From: Alan Kay
Sent: Tuesday, November 26, 2002 12:27 PM
Subject: Re: Alan Kay to Join HP
One of the nice side benefits is that HP already does lots of open source stuff and was extremely supportive of keeping Viewpoints Research Institute (the nonprofit we set up after Disney) open and flourishing. Squeak and Croquet will always be open source. I think there is lots of potential in this new relationship.
Cheers,
Alan
At 4:53 AM -0500 11/26/02, Gary Fisher wrote:
Wow!
I can't think of any company or group of companies which has done more to get computing technology into the hands of people than HP/DEC/Compaq, nor a more appropriate setting for "The Future: Part Two" to move from ideaspace to reality. If you think the past ten years have been exciting, hang onto your hats -- the best part of the ride is just ahead!
Gary
From: William Cole
Sent: Monday, November 25, 2002 11:52 PM
Subject: Alan Kay to Join HP
November 26, 2002
A Computing Pioneer of the 1970's Joins Hewlett-Packard
By STEVE LOHR
Alan Kay, a personal computing innovator who was a leader of Xerox's pioneering Palo Alto Research Center in the 1970's, has joined Hewlett-Packard as a senior researcher.
His arrival at Hewlett-Packard Laboratories, which the company is announcing today, comes at a time when the company is hoping that research can point to new markets in personal computing and give the company an edge against Dell Computer - the pacesetter in today's personal computer business and a company known more for operational excellence than product innovation.
Hiring Dr. Kay is an investment in Hewlett-Packard's innovation strategy. Throughout his career, Dr. Kay has worked on the design concepts and underlying technology to improve the interaction between people and computers. In the late 1960's, when computing was done on room-size mainframe computers, Dr. Kay described a concept computer he called the Dynabook. It would weigh little more than a book; rest on the user's lap; and come with a flat-panel screen, a keyboard and a stylus, since it would recognize
handwriting. It would communicate wirelessly.
The computer industry has been pursuing the Dynabook ever since. The recently introduced Tablet PC models, made by PC companies like Hewlett-Packard and running Microsoft software, is the latest entry.
At the Xerox research center, better known as PARC, Dr. Kay led the team that put a graphics-capable display, overlapping windows, icons and a point-and-click user interface into a working computer called the Alto.
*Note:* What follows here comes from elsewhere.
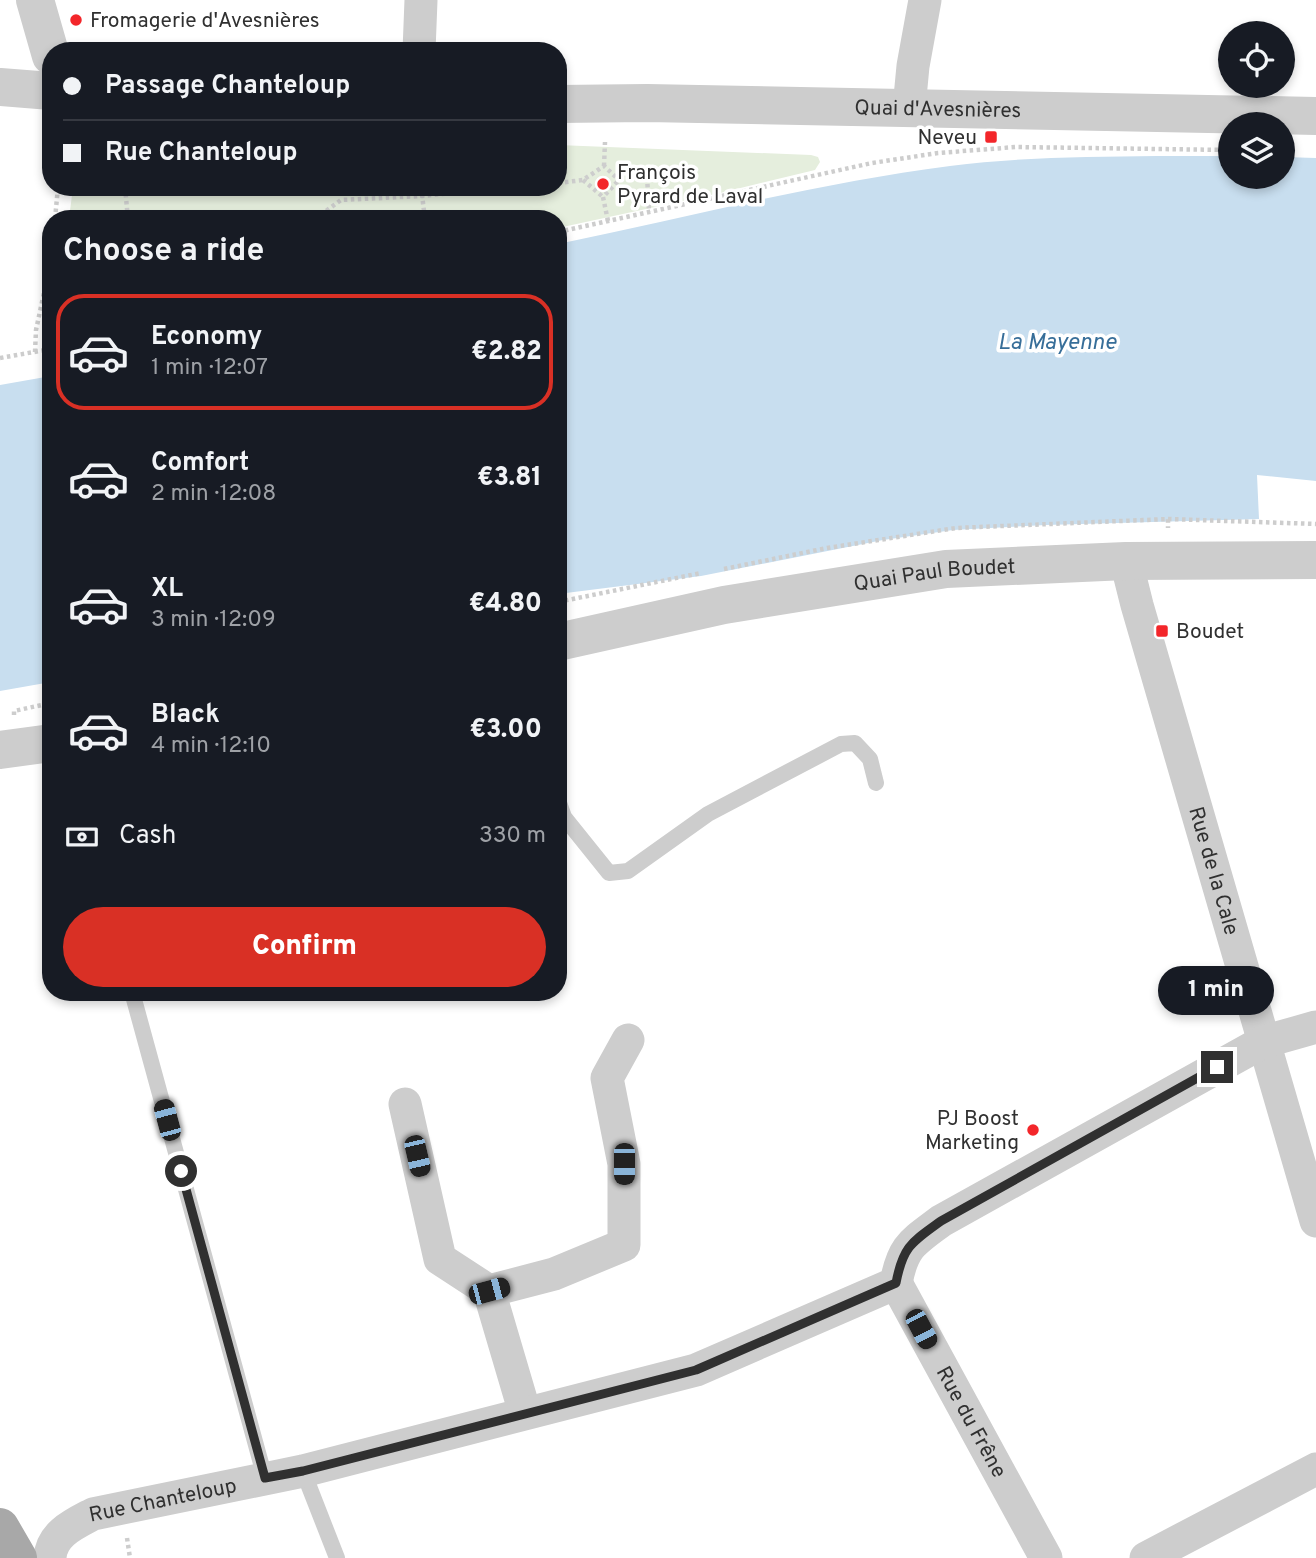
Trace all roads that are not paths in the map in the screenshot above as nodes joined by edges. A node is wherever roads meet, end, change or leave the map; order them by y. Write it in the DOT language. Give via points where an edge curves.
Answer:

Apple's Macintosh and Microsoft's Windows are descendants of the Alto.
Dr. Kay and a few PARC colleagues, notably Dan Ingalls and Adele Goldberg, also developed Smalltalk, an influential programming language that uses blocks of code, known as objects, that are put together, like the cells that make up the human body, to build applications.
At Hewlett-Packard, Dr. Kay, who is 62, intends to continue pursuing his goal of improving the experience of computing. "The goal is to show what the next big relationship between people and computing is likely to be," Dr. Kay said in an interview.
The best way to do that, Dr. Kay explained, is to build prototypes that will "show ideas in motion."
"The trick for a person like me," he added, "is that you get people most excited by something that looks like a product. And I'm betting that some of it will be interesting to H.P."
With the PC business in the doldrums, many executives and analysts say they believe that the industry is entering maturity. Dr. Kay disagrees. Personal computing, he insisted, is "ripe for new markets - I don't think the real computing revolution has happened yet."
Dr. Kay declined to discuss his ideas precisely. Starting at Xerox PARC, he has focused on trying to make computing an engaging medium for play and learning, and he has often worked with children. After PARC, Dr. Kay held research positions at Atari, Apple and Disney, where his five-year contract ended in September 2001. Since then, he has worked mainly at a
nonprofit organization he helped found, the Viewpoints Research Institute, which seeks to find ways to use computing to improve education for children as well as their understanding of complex systems like software.
Since he left Disney, Dr. Kay has been approached by other technology companies besides Hewlett-Packard. But the person who recruited him at Hewlett-Packard, Patrick Scaglia, who heads Internet and computing platforms research, had studied under the same professor, Dave Evans, at the University of Utah, which was a wellspring of early computer graphics research.
"Ultimately, it comes down to the vibes and trust," Dr. Kay said of his decision to join Hewlett-Packard.